Cosa sono le foibe e perché il Governo italiano ha istituito una Giornata per ricordarle? La loro commemorazione, il 10 febbraio, è legata all’eccidio di cui furono vittime migliaia di italiani nel corso della Seconda Guerra Mondiale e dopo e cade, simbolicamente, nel giorno della firma dei trattati di pace di Parigi, che sancirono formalmente l’inizio della fine delle secolari ostilità tra le popolazioni italiane e slave per il controllo dei territori sul confine orientale.

Foibe cosa sono e perché si ricordano?

Si chiamano foibe le cavità naturali, profonde anche centinaia di metri, situate nella regione del Carso, tra il Friuli-Venezia Giulia e le odierne Slovenia e Croazia e il loro ricordo è drammaticamente legato alla secolare lotta per il predominio dell’area tra le popolazioni italiane e slave, che ebbe il suo epilogo nell’eccidio di migliaia di italiani da parte dei partigiani jugoslavi guidati da Tito, nel corso della Seconda Guerra Mondiale e dopo.
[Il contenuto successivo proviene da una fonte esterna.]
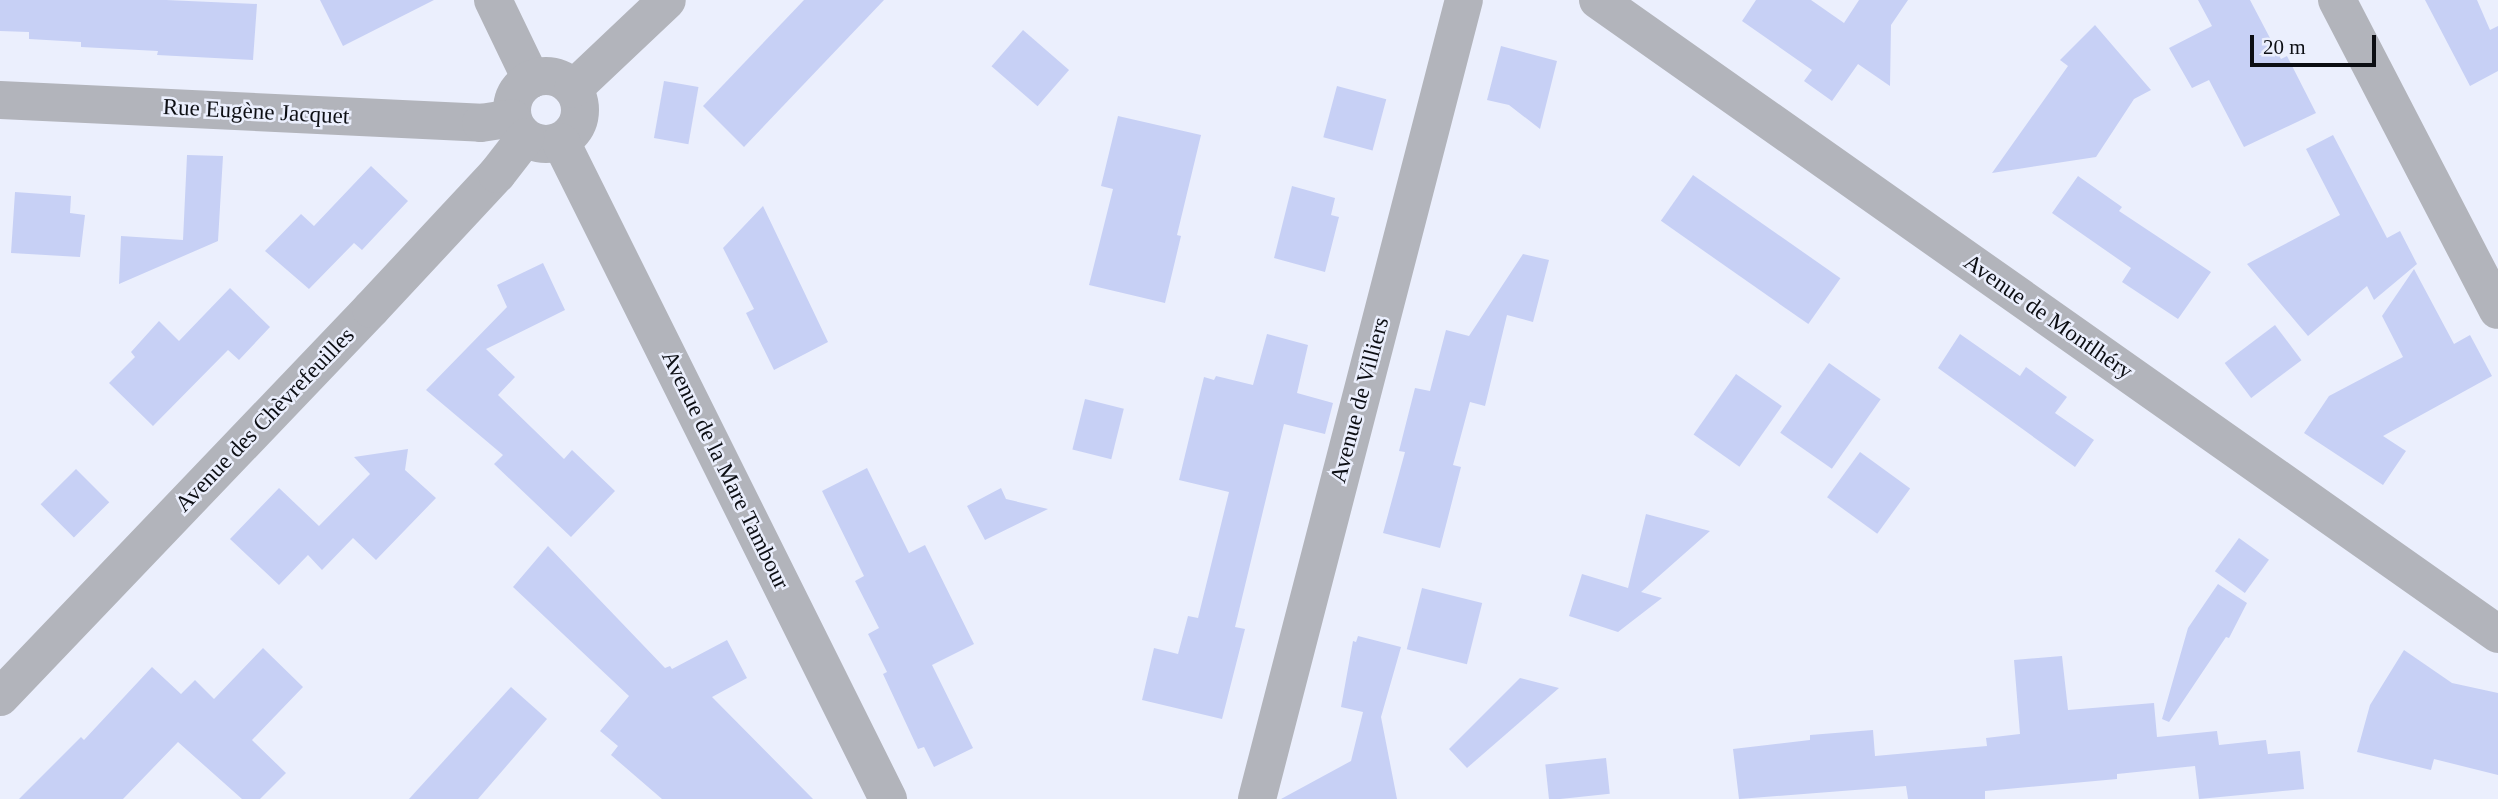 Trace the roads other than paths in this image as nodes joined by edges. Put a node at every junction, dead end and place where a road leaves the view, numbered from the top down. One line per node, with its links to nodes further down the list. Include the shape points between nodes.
1 (493, 0): 6 (street)
2 (667, 0): 7 (street)
3 (1464, 0): 14 (street, Avenue de Villiers)
4 (1598, 0): 11 (street, Avenue de Montlhéry)
5 (2337, 0): 10 (street)
6 (531, 79): 7 (street, via 554,77); 9 (street, via 519,88 512,102)
7 (573, 89): 9 (street, via 580,112 578,124)
8 (0, 100): 9 (street, Rue Eugène Jacquet, via 481,123)
9 (533, 133): 12 (street, Avenue des Chèvrefeuilles); 13 (street, Avenue de la Mare Tambour)
10 (2498, 310)
11 (2498, 634)
12 (0, 697)
13 (888, 799)
14 (1257, 799) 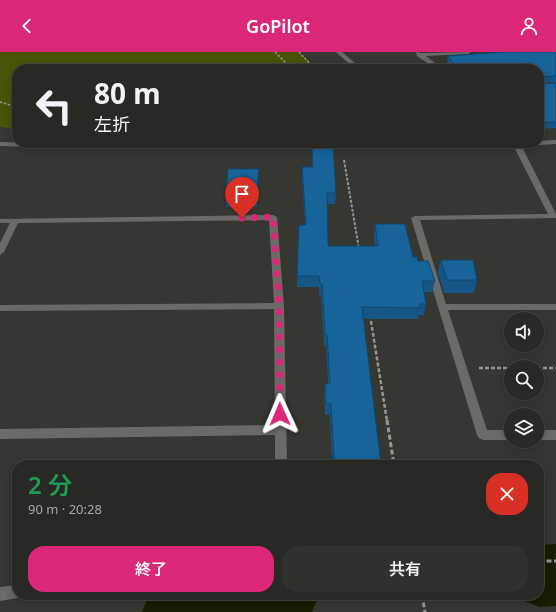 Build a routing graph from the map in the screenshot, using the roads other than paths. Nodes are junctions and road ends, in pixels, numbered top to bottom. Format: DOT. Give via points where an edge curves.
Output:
graph roads {
  1 [pos="338,52"];
  2 [pos="468,52"];
  3 [pos="418,53"];
  4 [pos="353,64"];
  5 [pos="433,64"];
  6 [pos="556,142"];
  7 [pos="544,143"];
  8 [pos="0,144"];
  9 [pos="12,144"];
  10 [pos="519,148"];
  11 [pos="555,216"];
  12 [pos="0,221"];
  13 [pos="15,221"];
  14 [pos="0,252"];
  15 [pos="279,306"];
  16 [pos="442,307"];
  17 [pos="556,307"];
  18 [pos="0,308"];
  19 [pos="281,430"];
  20 [pos="0,434"];
  21 [pos="504,435"];
  22 [pos="544,435"];
  23 [pos="556,435"];
  24 [pos="281,460"];
  25 [pos="12,593"];
  26 [pos="0,594"];
  1 -- 4 [label="street"];
  2 -- 3 [label="street"];
  3 -- 5 [label="street"];
  6 -- 7 [label="street"];
  8 -- 9 [label="street"];
  10 -- 11 [label="street"];
  11 -- 16 [label="street" via="415,218"];
  12 -- 13 [label="street"];
  13 -- 14 [label="street"];
  13 -- 15 [label="street" via="273,217"];
  15 -- 18 [label="street"];
  15 -- 19 [label="street"];
  16 -- 17 [label="street"];
  16 -- 21 [label="street" via="483,435"];
  19 -- 20 [label="street"];
  19 -- 24 [label="street"];
  22 -- 23 [label="street"];
  25 -- 26 [label="street"];
}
Con la firma del patto di Londra, nell’aprile 1915 il Governo italiano si era impegnato ad entrare nella Prima Guerra Mondiale al fianco della Triplice Intesa, composta da Russia, Francia e Gran Bretagna, contro l’Austria e la Germania; in cambio, in caso di vittoria, avrebbe ottenuto – come di fatto poi avvenne – il Tirolo meridionale (attuali Trentino e Alto Adige), la Venezia Giulia, inclusi gli altopiani carsico-isontini, la penisola istriana, esclusa la città di Fiume e una parte della Dalmazia, terre di storico interesse per l’Italia e da sempre contese.
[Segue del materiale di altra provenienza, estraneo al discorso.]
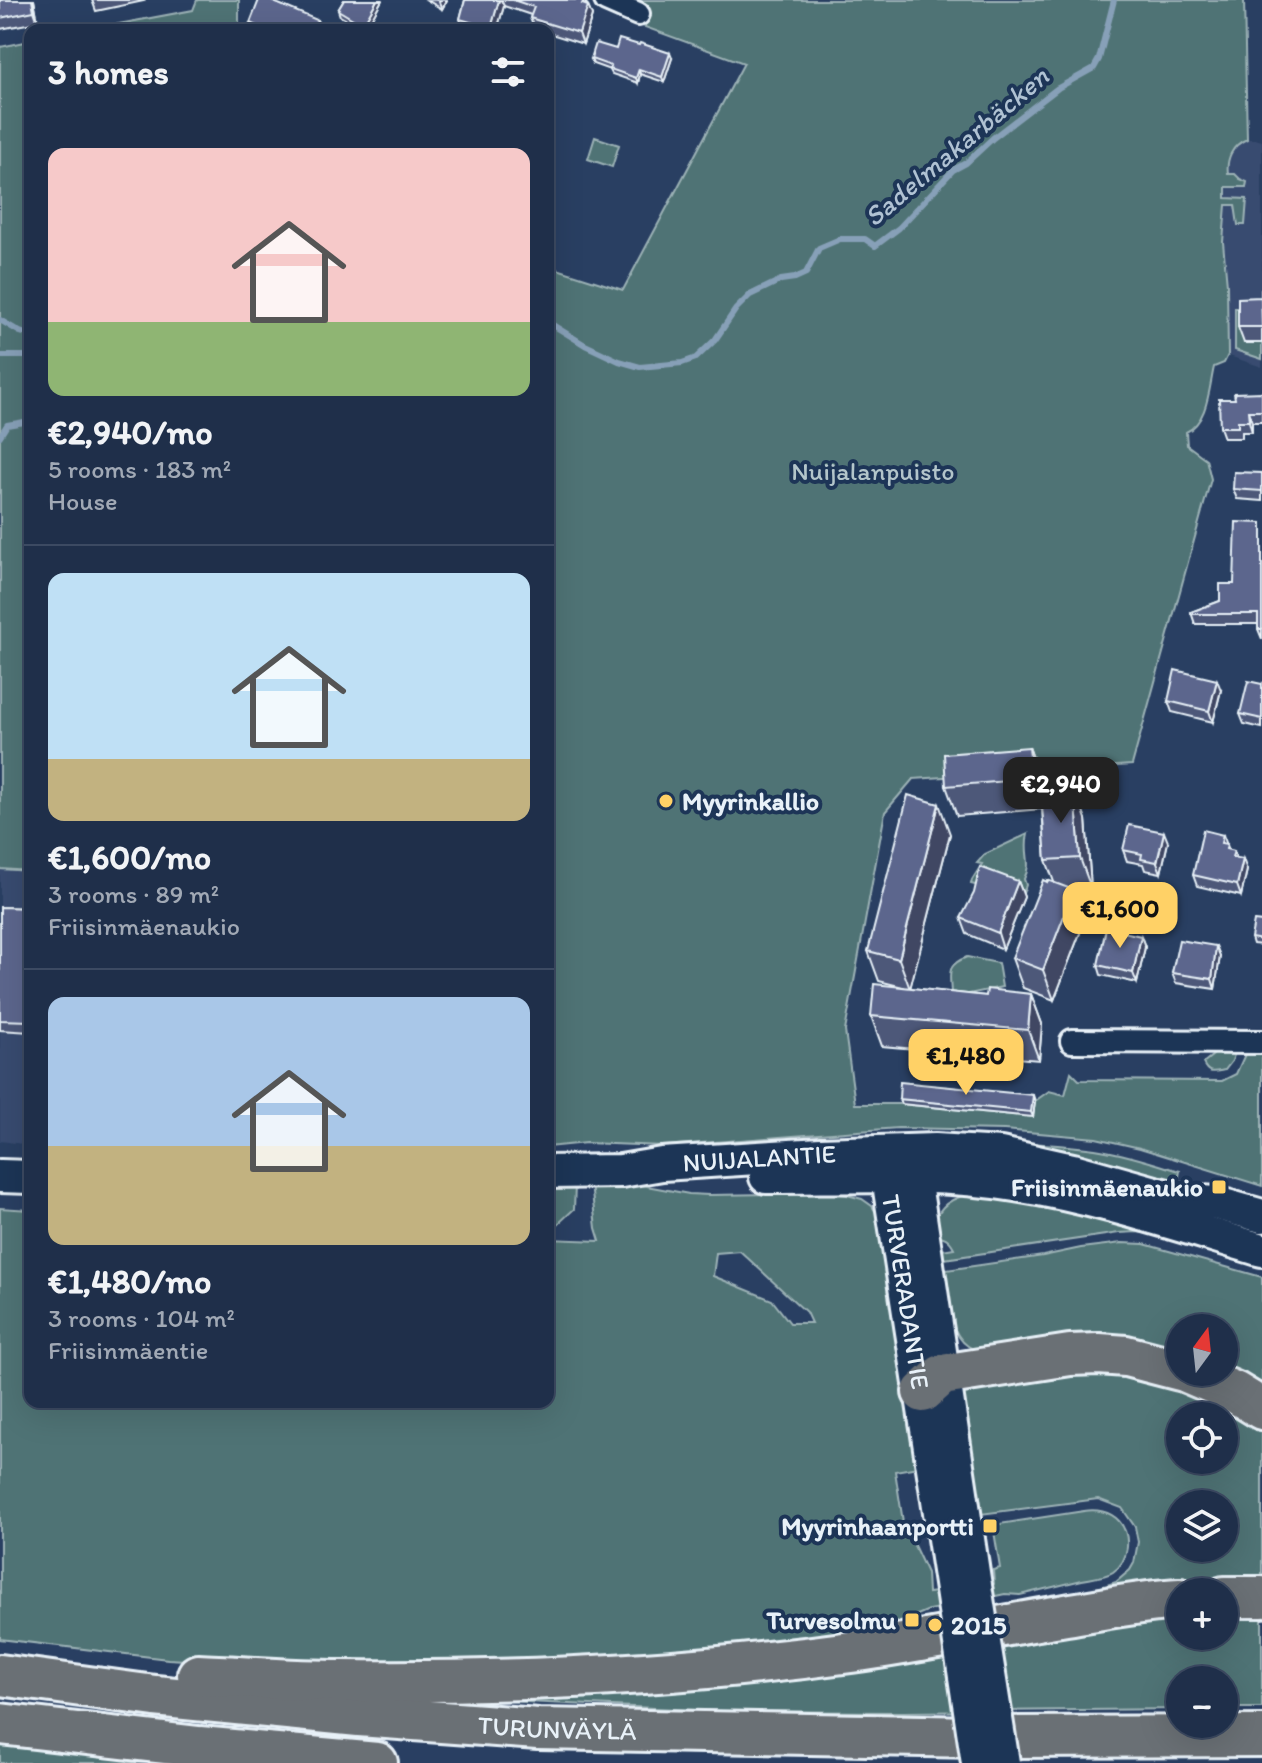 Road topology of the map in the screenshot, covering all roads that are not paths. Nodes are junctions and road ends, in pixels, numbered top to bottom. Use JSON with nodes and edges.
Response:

La situazione precipitò quando, con l’avvento dei nazisti al potere in Germania, la Jugoslavia fu invasa da Hitler, che decise di annettervi la Dalmazia. Con il ritorno di questi territori alla Jugoslavia, alla fine della guerra, ebbe inizio nei confronti di molti cittadini italiani – ritenuti colpevoli di collaborazionismo, ma anche di aver amministrato duramente l’area per anni, scagliandosi contro le popolazioni slovene e croate – una rappresaglia, fino a configurare quella che oggi gli storici descrivono come una vera e propria pulizia etnica: secondo una stima approssimativa, tra gli infoibati – gettati nelle foibe, a volte ancora vivi – e coloro che perirono all’interno dei campi di prigionia e di lavoro jugoslavi, furono fra le 4mila e le 5mila persone di nazionalità italiane ad essere uccise. Chi non morì, fuggì verso l’Italia: si stima che gli esuli dall’Istria, da Fiume e dalla Dalmazia siano stati almeno 250mila.
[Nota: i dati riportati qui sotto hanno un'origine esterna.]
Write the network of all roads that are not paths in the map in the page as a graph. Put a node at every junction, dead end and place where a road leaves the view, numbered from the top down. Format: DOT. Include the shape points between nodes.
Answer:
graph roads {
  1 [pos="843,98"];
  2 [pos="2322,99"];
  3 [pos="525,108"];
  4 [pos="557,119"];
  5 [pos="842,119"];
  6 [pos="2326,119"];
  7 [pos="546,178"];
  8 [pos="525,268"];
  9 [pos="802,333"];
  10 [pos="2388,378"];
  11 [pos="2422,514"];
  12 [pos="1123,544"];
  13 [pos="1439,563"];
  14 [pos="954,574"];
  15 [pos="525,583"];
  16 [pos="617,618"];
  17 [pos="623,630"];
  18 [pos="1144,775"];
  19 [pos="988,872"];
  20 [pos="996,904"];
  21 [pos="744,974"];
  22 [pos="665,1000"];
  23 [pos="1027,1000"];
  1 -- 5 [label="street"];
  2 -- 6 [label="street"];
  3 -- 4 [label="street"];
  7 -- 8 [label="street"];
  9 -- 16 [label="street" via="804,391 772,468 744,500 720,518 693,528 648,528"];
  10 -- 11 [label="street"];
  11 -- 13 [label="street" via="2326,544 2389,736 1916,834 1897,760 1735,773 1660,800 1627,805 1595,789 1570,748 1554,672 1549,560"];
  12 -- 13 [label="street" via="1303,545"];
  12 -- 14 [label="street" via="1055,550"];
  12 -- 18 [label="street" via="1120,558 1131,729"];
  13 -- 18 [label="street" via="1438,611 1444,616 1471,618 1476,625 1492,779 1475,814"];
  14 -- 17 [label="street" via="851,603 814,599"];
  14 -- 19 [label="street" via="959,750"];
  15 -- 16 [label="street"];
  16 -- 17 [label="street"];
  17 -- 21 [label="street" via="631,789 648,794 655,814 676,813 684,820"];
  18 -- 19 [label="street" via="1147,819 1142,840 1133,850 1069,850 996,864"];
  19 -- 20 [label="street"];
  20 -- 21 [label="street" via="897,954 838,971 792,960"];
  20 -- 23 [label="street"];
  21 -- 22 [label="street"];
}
Il 10 febbraio è il Giorno del ricordo delle vittime delle foibe

Il dramma degli italiani finì con la firma del trattato di Parigi, il 10 febbraio 1947, che stabilì – considerando l’Italia come una Nazione sconfitta -, che le città di Fiume e Zara, la penisola istriana e la Dalmazia dovevano essere ammesse alla Jugoslavia. La città di Trieste, che durante la guerra era stata occupata dall’esercito filo-sovietico del generale Tito, e l’Istria furono suddivise in due zone, A e B, amministrate rispettivamente dagli Alleati e dagli jugoslavi e poi, con il memorandum di Londra del 1954, dall’esercito italiano e jugoslavo, condizione poi ribadita dal trattato di Osimo del 1975, con cui entrambe le parti assicuravano anche, nell’ambito del proprio diritto interno, il mantenimento del livello di protezione dei membri dei gruppi etnici rispettivi. Ecco perché la scelta di istituire una Giornata in memoria “delle vittime delle foibe, dell’esodo giuliano-dalmata e delle vicende del confine orientale” proprio il 10 febbraio, data in cui, simbolicamente, cessarono le ostilità. Ogni anno, per l’occasione – a pochi giorni dal Giorno della memoria dedicato alle vittime dell’Olocausto – sono a decine gli eventi, le conferenze, i dibattiti che riflettono sul tema. Molte foibe sono state invece trasformate in monumenti nazionali; tra le più famose e visitate c’è quella di Basovizza, nel comune di Trieste.